Ini Katalis Pendorong Penguatan Harga Minyak Dunia di Akhir Pekan Ini



KONTAN.CO.ID - JAKARTA. Pada penutupan pekan ini, harga minyak terpantau bergerak naik. Sejumlah sentimen utama antara lain menguatnya potensi serangan balasan Iran terhadap Israel, data positif ekonomi China, dan rencana Rusia untuk menangguhkan pencabutan larangan ekspor bensin pada bulan November.

Berdasarkan data Trading Economics, harga minyak WTI naik 1,96% ke US$ 70,60 per barel pada Jumat (1/11) pukul 12.15 WIB. Lalu minyak Brent naik 1,85% ke US$ 74,15 per barel.

Research and Development ICDX, Yoga Girta menuturkan bahwa sebuah laporan dari intelijen Israel menunjukkan Iran sedang bersiap menyerang dari wilayah Irak dalam beberapa hari mendatang. Lalu, sinyal membaiknya pertumbuhan ekonomi China semakin menguat dilihat dari rilisnya data ekonomi terbaru negara importir minyak terbesar pertama dunia itu.


Baca Juga: Harga Minyak Dunia Memanas, Iran Bersiap Serang Israel

Biro Statistik Nasional merilis laporan yang menunjukkan ekspansi aktivitas manufaktur China untuk pertama kalinya pada bulan Oktober. Kemudian data dari survei swasta menunjukkan aktivitas pabrik dan harga rumah baru mengalami pertumbuhan pada bulan Oktober.

Sentimen positif lainnya datang dari keputusan Kementerian Energi Rusia yang menangguhkan rencana untuk mencabut larang ekspor bensin pada bulan November karena perbaikan kilang yang sedang berlangsung dan harga eceran yang tinggi.

Badan statistik Rusia Rosstat melaporkan kenaikan 0,18% dalam harga eceran bensin selama seminggu terakhir, dan kenaikan tahunan menjadi 7,23%.

"Situasi ini akan membuat potensi pencabutan larangan pada bulan Desember juga menjadi semakin tidak mungkin, dengan beberapa pihak di pasar juga menyarankan bahwa larangan tersebut dapat diperpanjang hingga awal tahun 2025," tulisnya dalam riset, Jumat (1/11).
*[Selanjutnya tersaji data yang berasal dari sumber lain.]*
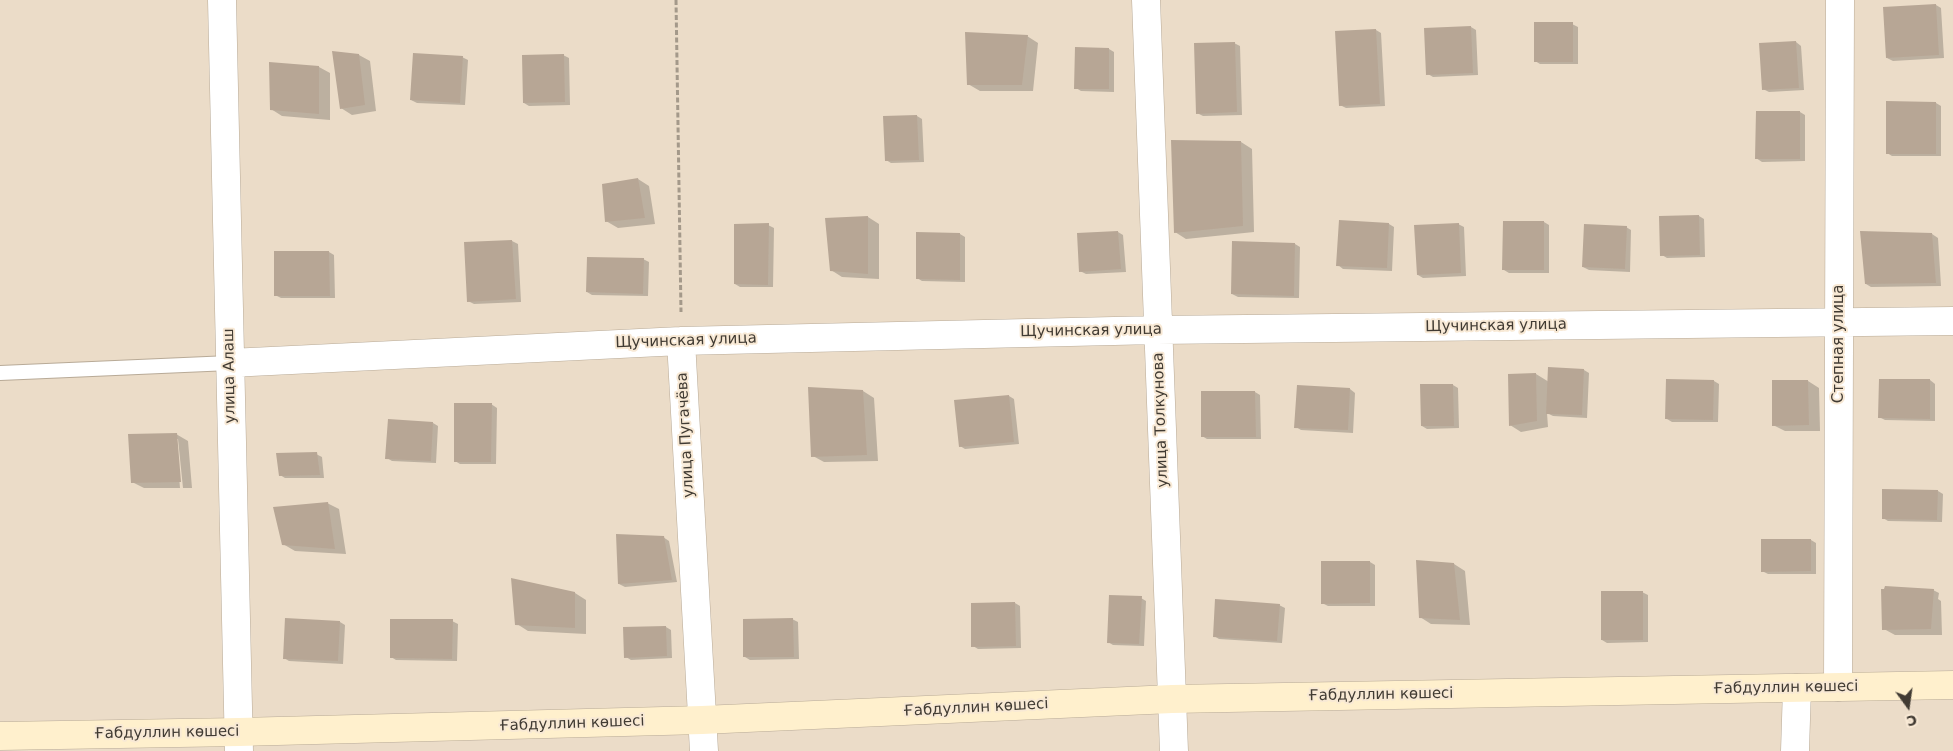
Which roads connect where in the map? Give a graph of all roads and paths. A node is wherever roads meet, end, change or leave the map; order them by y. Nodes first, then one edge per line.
1 (222, 0) edge
2 (676, 0) edge
3 (1146, 0) edge
4 (1840, 0) edge
5 (1953, 322) edge
6 (1839, 323) junction
7 (1157, 330) junction
8 (681, 340) junction
9 (230, 363) junction
10 (0, 372) edge
11 (1953, 685) edge
12 (1838, 687) junction
13 (1796, 688) junction
14 (1172, 699) junction
15 (702, 720) junction
16 (0, 736) edge
17 (239, 742) edge
18 (704, 751) edge
19 (1174, 751) edge
20 (1795, 751) edge

1 - 9 street, улица Алаш
2 - 8 path
3 - 7 street, улица Толкунова
4 - 6 street, Степная улица
5 - 6 street, Щучинская улица
6 - 7 street, Щучинская улица
6 - 12 street, Степная улица
7 - 8 street, Щучинская улица
7 - 14 street, улица Толкунова
8 - 9 street, Щучинская улица
8 - 15 street, улица Пугачёва
9 - 10 lane
9 - 17 street, улица Алаш
11 - 12 street, Ғабдуллин көшесі
12 - 13 street, Ғабдуллин көшесі
13 - 14 street, Ғабдуллин көшесі
13 - 20 street
14 - 15 street, Ғабдуллин көшесі
14 - 19 street, улица Толкунова
15 - 17 street, Ғабдуллин көшесі
15 - 18 street, улица Пугачёва
16 - 17 street, Ғабдуллин көшесі

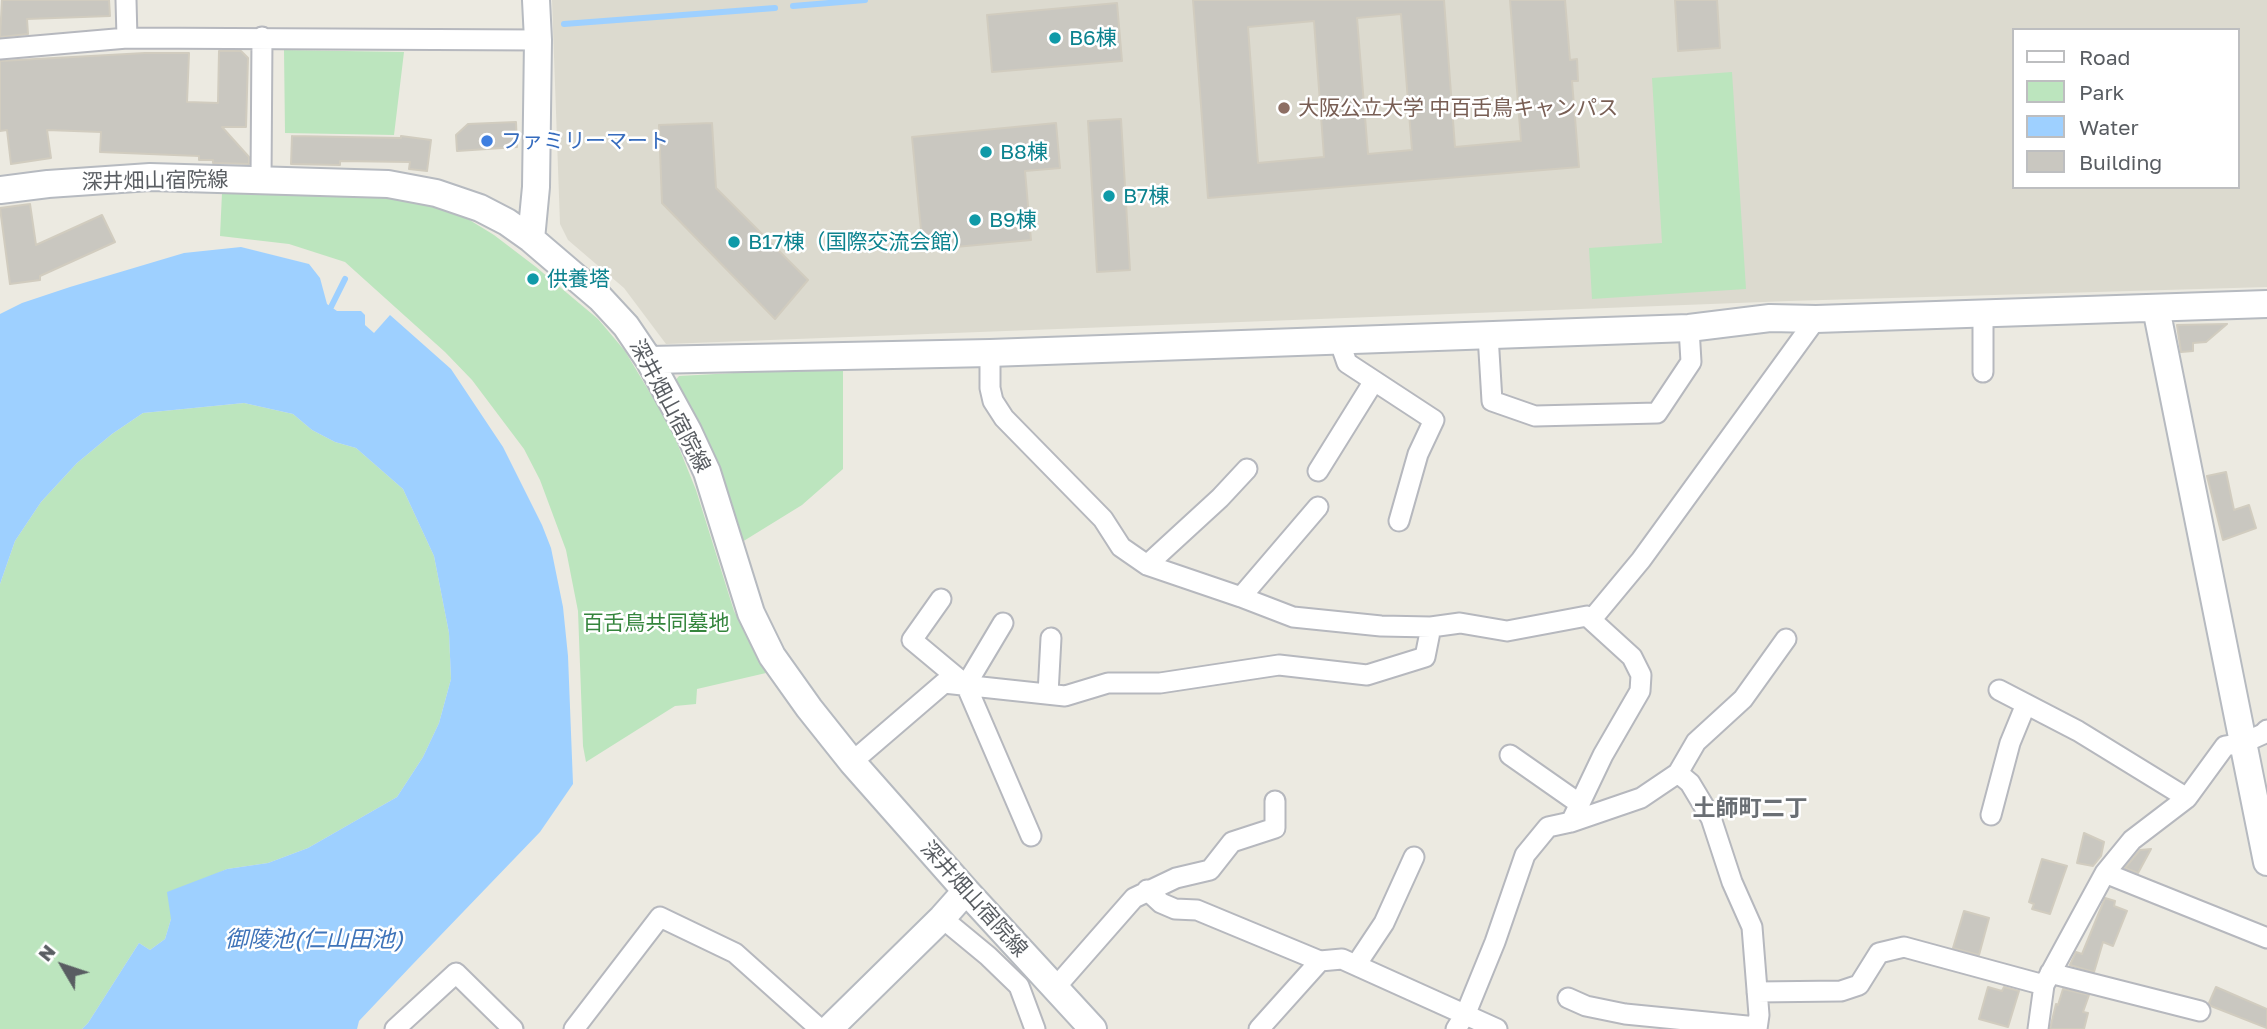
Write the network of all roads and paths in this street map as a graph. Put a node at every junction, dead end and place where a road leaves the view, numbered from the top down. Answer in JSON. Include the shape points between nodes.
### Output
{"nodes":[{"id":1,"x":126,"y":0,"type":"edge"},
{"id":2,"x":536,"y":0,"type":"edge"},
{"id":3,"x":262,"y":37,"type":"junction"},
{"id":4,"x":127,"y":38,"type":"junction"},
{"id":5,"x":538,"y":40,"type":"junction"},
{"id":6,"x":0,"y":49,"type":"edge"},
{"id":7,"x":261,"y":180,"type":"junction"},
{"id":8,"x":0,"y":190,"type":"edge"},
{"id":9,"x":531,"y":239,"type":"junction"},
{"id":10,"x":2267,"y":304,"type":"edge"},
{"id":11,"x":2156,"y":308,"type":"junction"},
{"id":12,"x":1983,"y":314,"type":"junction"},
{"id":13,"x":1816,"y":319,"type":"junction"},
{"id":14,"x":1689,"y":328,"type":"junction"},
{"id":15,"x":1488,"y":335,"type":"junction"},
{"id":16,"x":1339,"y":340,"type":"junction"},
{"id":17,"x":990,"y":353,"type":"junction"},
{"id":18,"x":649,"y":360,"type":"junction"},
{"id":19,"x":1983,"y":372,"type":"dead end"},
{"id":20,"x":1374,"y":380,"type":"junction"},
{"id":21,"x":1247,"y":469,"type":"dead end"},
{"id":22,"x":1318,"y":471,"type":"dead end"},
{"id":23,"x":1318,"y":507,"type":"dead end"},
{"id":24,"x":1399,"y":521,"type":"dead end"},
{"id":25,"x":1147,"y":565,"type":"junction"},
{"id":26,"x":1241,"y":597,"type":"junction"},
{"id":27,"x":942,"y":599,"type":"dead end"},
{"id":28,"x":1592,"y":619,"type":"junction"},
{"id":29,"x":1003,"y":623,"type":"dead end"},
{"id":30,"x":1431,"y":627,"type":"junction"},
{"id":31,"x":1051,"y":638,"type":"dead end"},
{"id":32,"x":1786,"y":639,"type":"dead end"},
{"id":33,"x":965,"y":685,"type":"junction"},
{"id":34,"x":1999,"y":690,"type":"dead end"},
{"id":35,"x":1048,"y":694,"type":"junction"},
{"id":36,"x":2026,"y":704,"type":"junction"},
{"id":37,"x":2267,"y":730,"type":"edge"},
{"id":38,"x":2243,"y":743,"type":"junction"},
{"id":39,"x":1510,"y":755,"type":"dead end"},
{"id":40,"x":852,"y":762,"type":"junction"},
{"id":41,"x":1678,"y":773,"type":"junction"},
{"id":42,"x":2187,"y":798,"type":"junction"},
{"id":43,"x":1275,"y":801,"type":"dead end"},
{"id":44,"x":1580,"y":804,"type":"junction"},
{"id":45,"x":1992,"y":816,"type":"dead end"},
{"id":46,"x":1571,"y":822,"type":"junction"},
{"id":47,"x":1031,"y":836,"type":"dead end"},
{"id":48,"x":1415,"y":857,"type":"dead end"},
{"id":49,"x":2267,"y":862,"type":"edge"},
{"id":50,"x":2105,"y":873,"type":"junction"},
{"id":51,"x":1147,"y":890,"type":"junction"},
{"id":52,"x":966,"y":891,"type":"junction"},
{"id":53,"x":942,"y":918,"type":"junction"},
{"id":54,"x":2267,"y":938,"type":"edge"},
{"id":55,"x":1320,"y":961,"type":"junction"},
{"id":56,"x":1356,"y":965,"type":"junction"},
{"id":57,"x":2047,"y":979,"type":"junction"},
{"id":58,"x":1055,"y":988,"type":"junction"},
{"id":59,"x":1757,"y":992,"type":"junction"},
{"id":60,"x":1568,"y":998,"type":"dead end"},
{"id":61,"x":2200,"y":1012,"type":"dead end"},
{"id":62,"x":1461,"y":1021,"type":"edge"},
{"id":63,"x":1757,"y":1028,"type":"edge"},
{"id":64,"x":395,"y":1029,"type":"edge"},
{"id":65,"x":513,"y":1029,"type":"edge"},
{"id":66,"x":574,"y":1029,"type":"edge"},
{"id":67,"x":820,"y":1029,"type":"edge"},
{"id":68,"x":829,"y":1029,"type":"edge"},
{"id":69,"x":1035,"y":1029,"type":"edge"},
{"id":70,"x":1093,"y":1029,"type":"edge"},
{"id":71,"x":1259,"y":1029,"type":"edge"},
{"id":72,"x":1497,"y":1029,"type":"edge"},
{"id":73,"x":2038,"y":1029,"type":"edge"}],
"edges":[{"from":1,"to":4,"type":"street"},
{"from":2,"to":5,"type":"street"},
{"from":3,"to":4,"type":"street"},
{"from":3,"to":5,"type":"street"},
{"from":3,"to":7,"type":"street"},
{"from":4,"to":6,"type":"street"},
{"from":5,"to":9,"type":"street"},
{"from":7,"to":8,"type":"street","name":"深井畑山宿院線","via":[[150,177]]},
{"from":7,"to":9,"type":"street","name":"深井畑山宿院線","via":[[388,184],[436,193],[480,208]]},
{"from":9,"to":18,"type":"street","name":"深井畑山宿院線","via":[[600,298]]},
{"from":10,"to":11,"type":"street"},
{"from":11,"to":12,"type":"street"},
{"from":11,"to":38,"type":"street"},
{"from":12,"to":13,"type":"street"},
{"from":12,"to":19,"type":"street"},
{"from":13,"to":14,"type":"street","via":[[1770,318]]},
{"from":13,"to":28,"type":"street","via":[[1641,560]]},
{"from":14,"to":15,"type":"street"},
{"from":14,"to":15,"type":"street","via":[[1691,362],[1657,413],[1535,416],[1492,401]]},
{"from":15,"to":16,"type":"street"},
{"from":16,"to":17,"type":"street"},
{"from":16,"to":20,"type":"street","via":[[1347,363]]},
{"from":17,"to":18,"type":"street"},
{"from":17,"to":25,"type":"street","via":[[990,388],[1004,418],[1103,519],[1121,547]]},
{"from":18,"to":40,"type":"street","name":"深井畑山宿院線","via":[[707,472],[751,613],[767,645]]},
{"from":20,"to":22,"type":"street"},
{"from":20,"to":24,"type":"street","via":[[1434,420],[1418,454]]},
{"from":21,"to":25,"type":"street"},
{"from":23,"to":26,"type":"street"},
{"from":25,"to":26,"type":"street"},
{"from":26,"to":30,"type":"street","via":[[1293,617]]},
{"from":27,"to":33,"type":"street","via":[[912,640]]},
{"from":28,"to":30,"type":"street","via":[[1587,616],[1507,631],[1460,623]]},
{"from":28,"to":44,"type":"street","via":[[1632,656],[1641,675],[1640,691]]},
{"from":29,"to":33,"type":"street"},
{"from":30,"to":35,"type":"street","via":[[1425,657],[1367,675],[1279,665],[1160,683],[1108,683],[1065,696]]},
{"from":31,"to":35,"type":"street"},
{"from":32,"to":41,"type":"street","via":[[1743,699],[1696,742]]},
{"from":33,"to":35,"type":"street"},
{"from":33,"to":40,"type":"street","via":[[944,683]]},
{"from":33,"to":47,"type":"street"},
{"from":34,"to":36,"type":"street"},
{"from":36,"to":42,"type":"street"},
{"from":36,"to":45,"type":"street","via":[[2010,743]]},
{"from":37,"to":38,"type":"street"},
{"from":38,"to":42,"type":"street","via":[[2225,746]]},
{"from":38,"to":49,"type":"street"},
{"from":39,"to":44,"type":"street"},
{"from":40,"to":52,"type":"street","name":"深井畑山宿院線"},
{"from":41,"to":46,"type":"street","via":[[1641,797]]},
{"from":41,"to":59,"type":"street","via":[[1690,783],[1711,818],[1752,927]]},
{"from":42,"to":50,"type":"street","via":[[2132,840]]},
{"from":43,"to":51,"type":"street","via":[[1275,828],[1232,842],[1210,870]]},
{"from":44,"to":46,"type":"street"},
{"from":46,"to":62,"type":"street","via":[[1548,827],[1525,855]]},
{"from":48,"to":56,"type":"street","via":[[1384,923]]},
{"from":50,"to":54,"type":"street"},
{"from":50,"to":57,"type":"street"},
{"from":51,"to":55,"type":"street","via":[[1175,909],[1196,910]]},
{"from":51,"to":58,"type":"street","via":[[1119,913]]},
{"from":52,"to":53,"type":"street"},
{"from":52,"to":58,"type":"street","name":"深井畑山宿院線"},
{"from":53,"to":68,"type":"street"},
{"from":53,"to":69,"type":"street","via":[[1018,986]]},
{"from":55,"to":56,"type":"street","via":[[1342,959]]},
{"from":55,"to":71,"type":"street"},
{"from":56,"to":62,"type":"street"},
{"from":57,"to":59,"type":"street","via":[[1904,947],[1878,953],[1858,985],[1841,991]]},
{"from":57,"to":61,"type":"street"},
{"from":57,"to":73,"type":"street"},
{"from":58,"to":70,"type":"street","name":"深井畑山宿院線"},
{"from":59,"to":63,"type":"street"},
{"from":60,"to":63,"type":"street","via":[[1625,1014]]},
{"from":62,"to":72,"type":"street"},
{"from":64,"to":65,"type":"street","via":[[456,973]]},
{"from":66,"to":67,"type":"street","via":[[660,917],[735,953]]}]}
Baca Juga: Harga Minyak Naik Seiring Meningkatnya Permintaan Bahan Bakar dan Putusan OPEC+

Di sisi lain, proyeksi pesimis IMF membatasi pergerakan harga lebih lanjut. IMF memperingatkan risiko terhadap prospek ekonomi Asia semakin menguat seiring dengan meningkatnya ketegangan perdagangan, masalah sektor properti China, dan potensi turbulensi pasar lebih lanjut.

IMF menambahkan bahwa risiko tersebut membuat pertumbuhan condong ke sisi negatif, sehingga mendesak China untuk mengambil langkah-langkah stimulus yang diperlukan guna mencapai pemulihan ekonomi.

Diproyeksikan ekonomi Asia akan tumbuh 4,6% pada tahun 2024 dan 4,4% pada tahun 2025, atau direvisi naik sebesar 0,1% dari estimasi IMF bulan April, namun pertumbuhan tersebut lebih rendah dari ekspansi 5% pada tahun 2023.

Melihat dari sudut pandang teknis, harga minyak berpotensi menemui posisi resistance terdekat di level US$ 73 per barel. Namun, apabila menemui katalis negatif maka harga berpotensi turun ke support terdekat di level US$ 68 per barel.